Document 20C: Rochelle Lefkowitz, "A Grass-Roots Model," Ms. (November 1977): 49.


   "Please -- I need to talk to someone right away. I'm on lunch break now, but I've got to work late again tonight. Last time I had to work late, my boss said he'd fire me if I didn't go to bed with him soon…."

   Mary Johnson (not her real name) made this call from a phone booth in the coffee shop of her hospital where she'd worked for the last seven years. Her job was near home, offered decent benefits, and paid enough to raise her three children. "But," says Freada Klein, who answered Mary Johnson's call at the Boston-area Alliance Against Sexual Coercion (AASC), "for thousands of women, sexual harassment turns an otherwise tolerable job into a nightmare."

   Klein, Elizabeth Cohn Stuntz, and Lynn Wehrli all were rape-victim advocates before founding the AASC -- the first grass-roots group devoted to offering services to victims of sexual harassment at work. In their work with rape victims, all three women had answered hundreds of calls reporting on-the-job rapes.

   "Women would call in desperation, scared to lose their jobs, wondering what they'd done to cause the unwanted advances," recalls Klein. "But our rape-crisis center -- and others -- could only do so much. Whoever heard of prosecuting the boss for rape -- and winning? And we couldn't respond to the less violent -- but extremely traumatic -- range of verbal and physical sexual assaults."

   They thought of turning to women's caucuses in labor unions for help. But 75 percent of women's work is nonunion. Clearly, sexual harassment at work posed a new, complex tangle of problems -- legal, psychological, and economic -- that fell outside the means of existing groups.

   After months of exploring practical strategies, fund-raising, and starting a campaign of public education in the Boston area, AASC opened the doors of its modest, downtown office for services to victims of sexual harassment in June, 1977.

   AASC now offers legal and counseling referrals, and information on unemployment eligibility to victims of sexual coercion in the Boston area. The group is raising funds to pay a full-time staff that will include former sexual harassment victims, and they are developing a network of job counselors to help find other jobs for harassment victims. AASC members also speak in the New England Area. Their information packet includes a 24-page booklet that explains sexual coercion and outlines the AASC services. (For the packet, send a donation of $2 to AASC, P.O. Box 1, Cambridge, Massachusetts 02139.)

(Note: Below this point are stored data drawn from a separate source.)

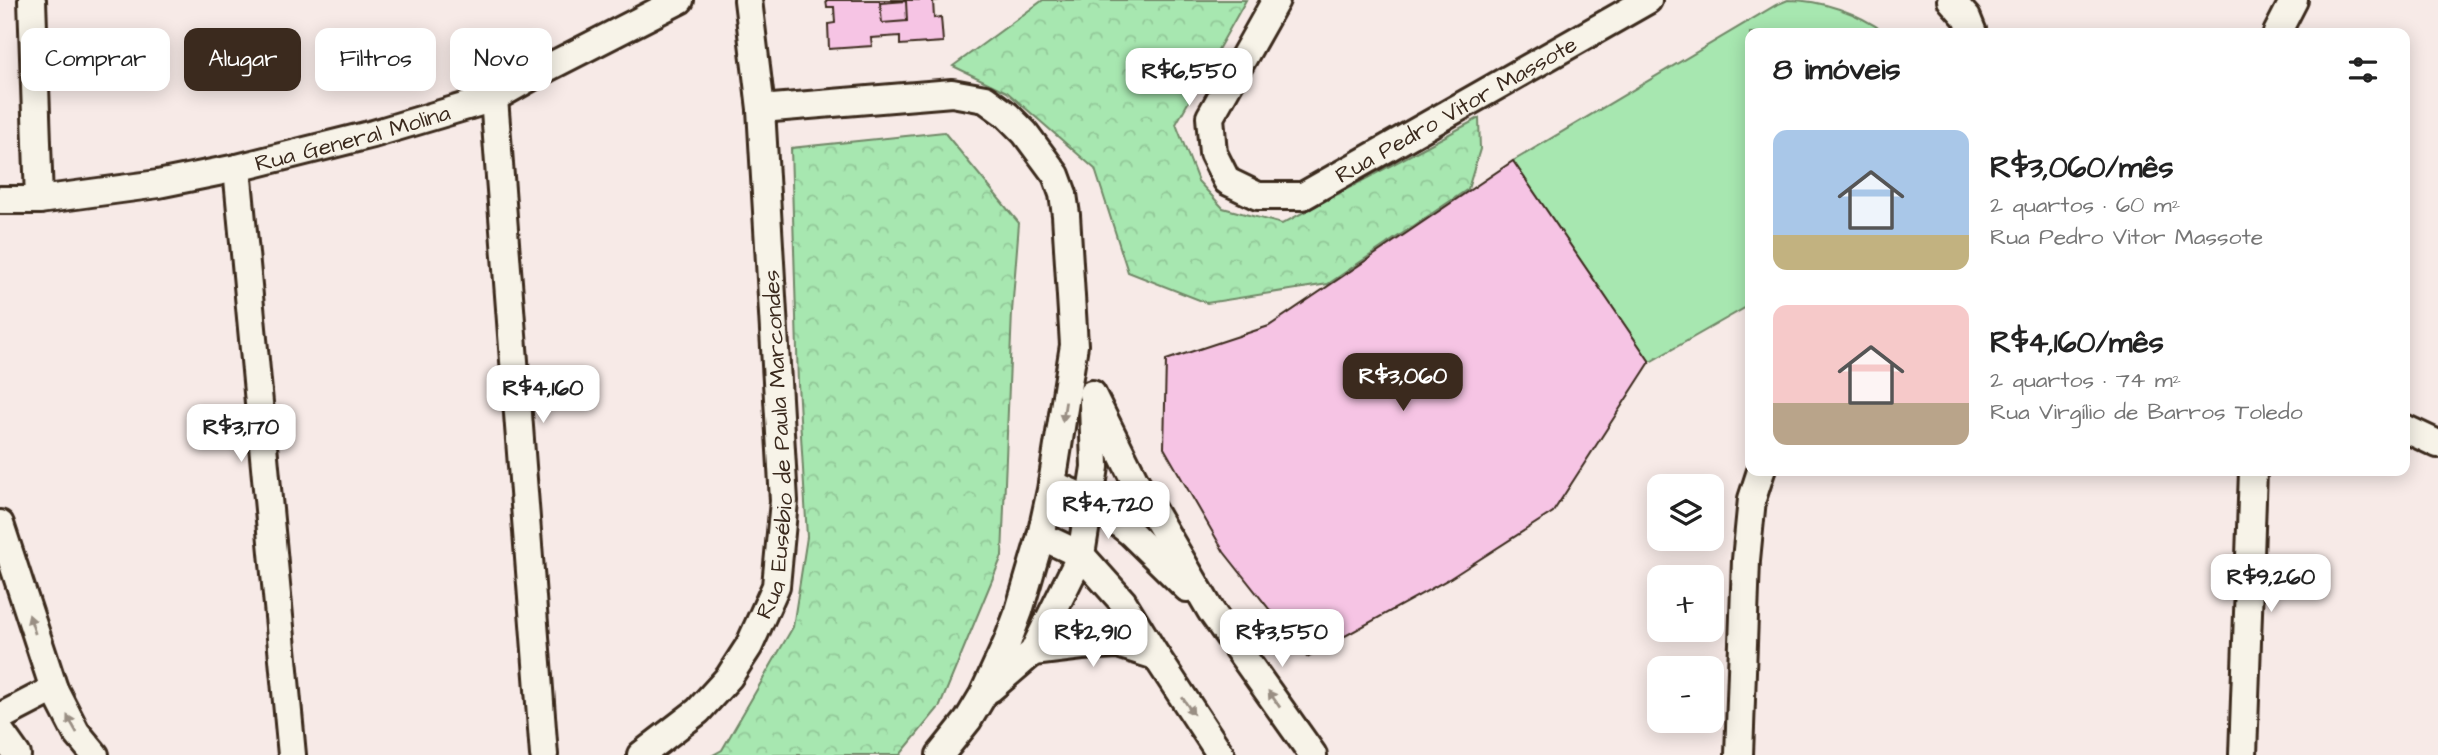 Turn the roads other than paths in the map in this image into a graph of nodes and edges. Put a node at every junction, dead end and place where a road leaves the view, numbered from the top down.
1 (32, 0) edge
2 (680, 0) edge
3 (748, 0) edge
4 (1276, 0) edge
5 (1648, 0) edge
6 (1951, 0) edge
7 (2294, 0) edge
8 (1971, 28) edge
9 (2280, 28) edge
10 (495, 98) junction
11 (761, 109) junction
12 (237, 168) junction
13 (0, 200) edge
14 (39, 201) junction
15 (1074, 345) junction
16 (1093, 394) junction
17 (2410, 431) edge
18 (2438, 444) edge
19 (1759, 476) edge
20 (2253, 476) edge
21 (1052, 484) junction
22 (1091, 501) junction
23 (0, 524) edge
24 (1041, 537) junction
25 (1081, 555) junction
26 (1211, 611) junction
27 (1033, 652) junction
28 (1156, 656) junction
29 (54, 689) junction
30 (983, 695) junction
31 (0, 717) edge
32 (0, 731) edge
33 (17, 755) edge
34 (95, 755) edge
35 (292, 755) edge
36 (544, 755) edge
37 (641, 755) edge
38 (940, 755) edge
39 (1221, 755) edge
40 (1313, 755) edge
41 (1738, 755) edge
42 (2243, 755) edge

1 - 14 street
2 - 10 street, Rua General Molina
3 - 11 street, Rua Eusébio de Paula Marcondes
4 - 5 street, Rua Pedro Vitor Massote
6 - 8 street
7 - 9 street
10 - 12 street, Rua General Molina
10 - 36 street
11 - 15 street
11 - 37 street, Rua Eusébio de Paula Marcondes
12 - 14 street, Rua General Molina
12 - 35 street
13 - 14 street, Rua General Molina
15 - 16 street
15 -> 21 street
16 - 22 street
16 - 26 street
17 - 18 street
19 - 41 street
20 - 42 street
21 - 22 street
21 - 24 street
22 - 25 street
22 - 26 street
29 -> 23 street
24 - 25 street
24 - 30 street
25 - 27 street
25 - 28 street
40 -> 26 street
27 - 28 street
27 - 30 street
28 -> 39 street
29 - 31 street
34 -> 29 street
30 - 38 street
32 - 33 street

   "We all would be more than happy," offers AASC member Agnes Brophy, "to talk with women in other communities who want to develop similar services." Martha Hooven, also a member, emphasizes the importance of contacting local women's groups to ask for help and to avoid overlapping services. "We built AASC with the support of 9-to-5 [an organization of women office workers], the Cambridge Rape Crisis Center, and Transition House [a shelter for battered women]," she recalls. "If you're not in an urban area," suggests AASC member Mary Bularzik, "it's a good project for a NOW chapter, a women's center, or a union local."

-- Rochelle Lefkowitz

(The author is one of the founders of "Sister Courage," a Boston-based independent feminist news journal. She is currently editing a book on violence against women.)